Та тут же пришла. Однако, пока Марина Павловна открывала ей дверь, Костик взял бутылку и стал пить прямо из горлышка, так что когда Людочка приблизилась к столику, он уже был так пьян, так пьян, что перестал быть мягким, а как бы остекленел и при этом падал, падал и совсем бы свалился на пол, если бы его не поддержала на весу крепкая рука Марины Павловны.

— Перетащим его к вам, — предложила Марина Павловна, многозначительно глядя ей в глаза.

Они ухватили Костика за руки-ноги и вперли к Людочке, где он и заснул прямо на ковре.

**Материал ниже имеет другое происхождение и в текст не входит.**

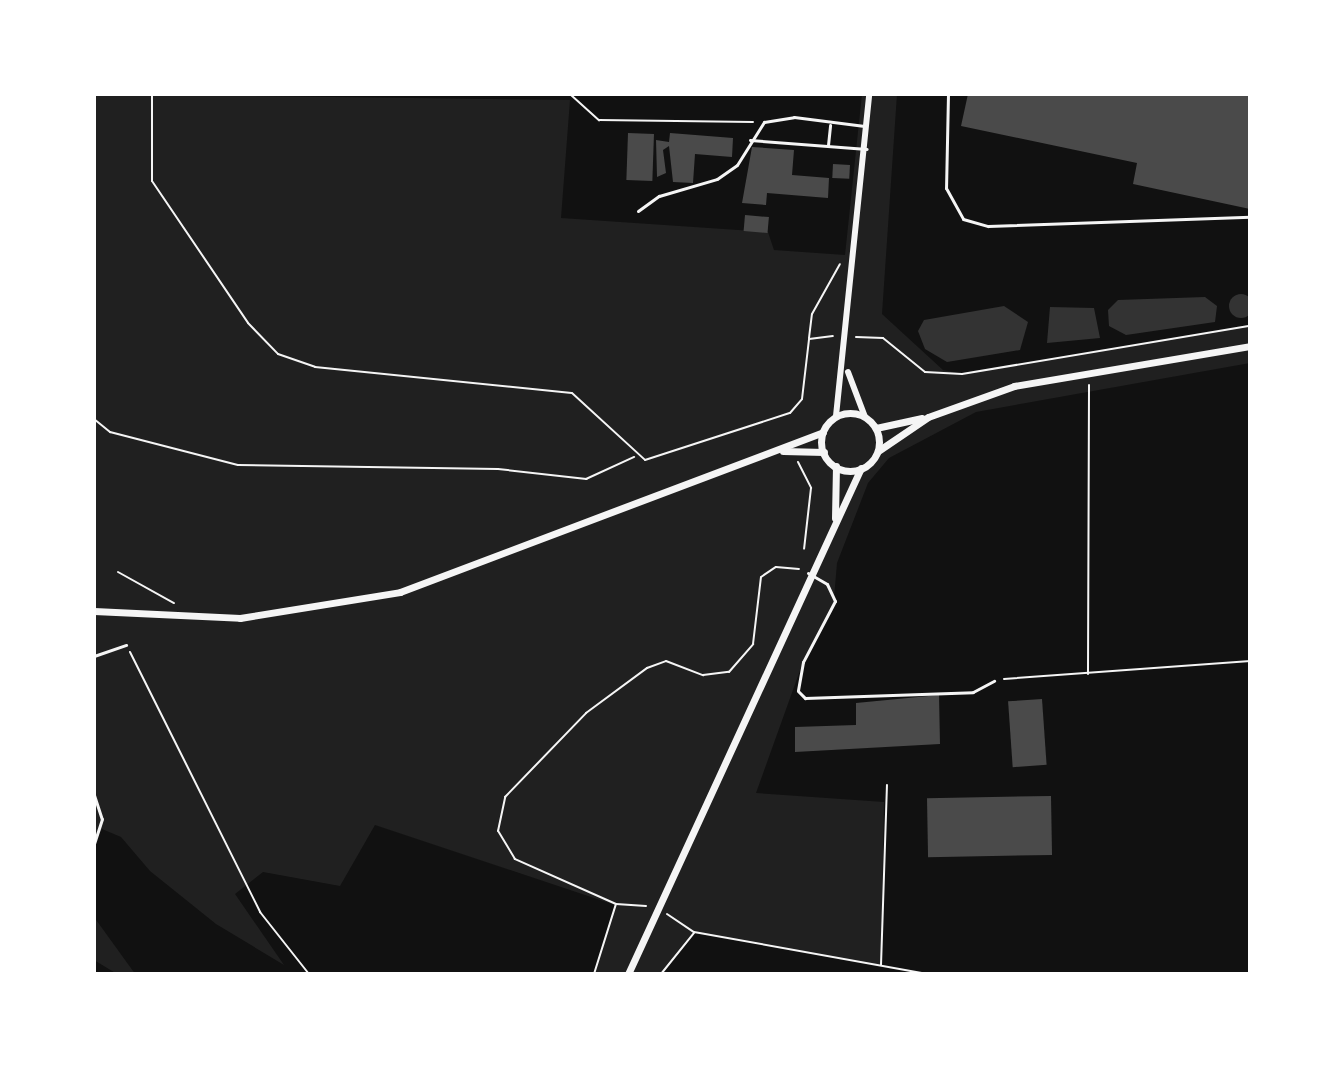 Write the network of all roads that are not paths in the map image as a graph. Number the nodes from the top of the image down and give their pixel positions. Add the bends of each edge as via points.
1 (869, 94) edge
2 (948, 94) edge
3 (830, 125) junction
4 (868, 126) junction
5 (750, 140) junction
6 (827, 146) junction
7 (867, 149) junction
8 (638, 211) dead end
9 (1250, 217) edge
10 (1250, 346) edge
11 (846, 366) junction
12 (836, 416) junction
13 (865, 417) junction
14 (928, 417) junction
15 (876, 428) junction
16 (823, 432) junction
17 (776, 451) junction
18 (878, 451) junction
19 (824, 452) junction
20 (836, 466) junction
21 (861, 468) junction
22 (835, 520) junction
23 (808, 573) junction
24 (94, 611) edge
25 (126, 645) road end
26 (94, 656) edge
27 (994, 681) road end
28 (94, 795) edge
29 (94, 844) edge
30 (628, 974) edge

1 - 4 street
2 - 9 lane via 946,188 963,219 988,226
3 - 4 lane
3 - 5 lane via 794,117 764,122
3 - 6 lane
4 - 7 street
5 - 6 lane
5 - 8 lane via 737,165 717,179 659,196
6 - 7 lane
7 - 11 street
10 - 14 street via 1014,386
11 - 12 street
11 - 13 street
12 - 13 street
12 - 16 street
13 - 15 street
14 - 15 street
14 - 18 street
15 - 18 street
16 - 17 street
16 - 19 street
17 - 19 street
17 - 24 street via 400,592 240,618
18 - 21 street
19 - 20 street
20 - 21 street
20 - 22 street
21 - 22 street
22 - 23 street
23 - 27 lane via 827,584 835,601 803,662 798,691 805,698 973,692
23 - 30 street
25 - 26 lane
28 - 29 lane via 102,819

— Сорвался! — горестно вздохнула Людочка. — Надо было женить его на Тате, и никаких проблем.

— Ну-ну, — грозно прервала ее Марина Павловна. — Я знаю, что делаю. А за любовь принято и пострадать…

Она подумала о себе — она же вот страдает. И тут же представила, как открывается дверь и в квартиру с полным правом входят за руки эти двое — муж ее и Жанна. И Марина Павловна берет палку и бьет, бьет по этим рукам, чтобы разорвать их сцепку, а потом просто бьет Жанну по голове, а Борис Михайлович кидается ее защищать, заламывет Марине Павловне руки, и тут уже они оба, повязанные единым грехом, наваливаются на нее сообща, связывают и залепляют рот скотчем, потому что ведь она обязательно будет кричать.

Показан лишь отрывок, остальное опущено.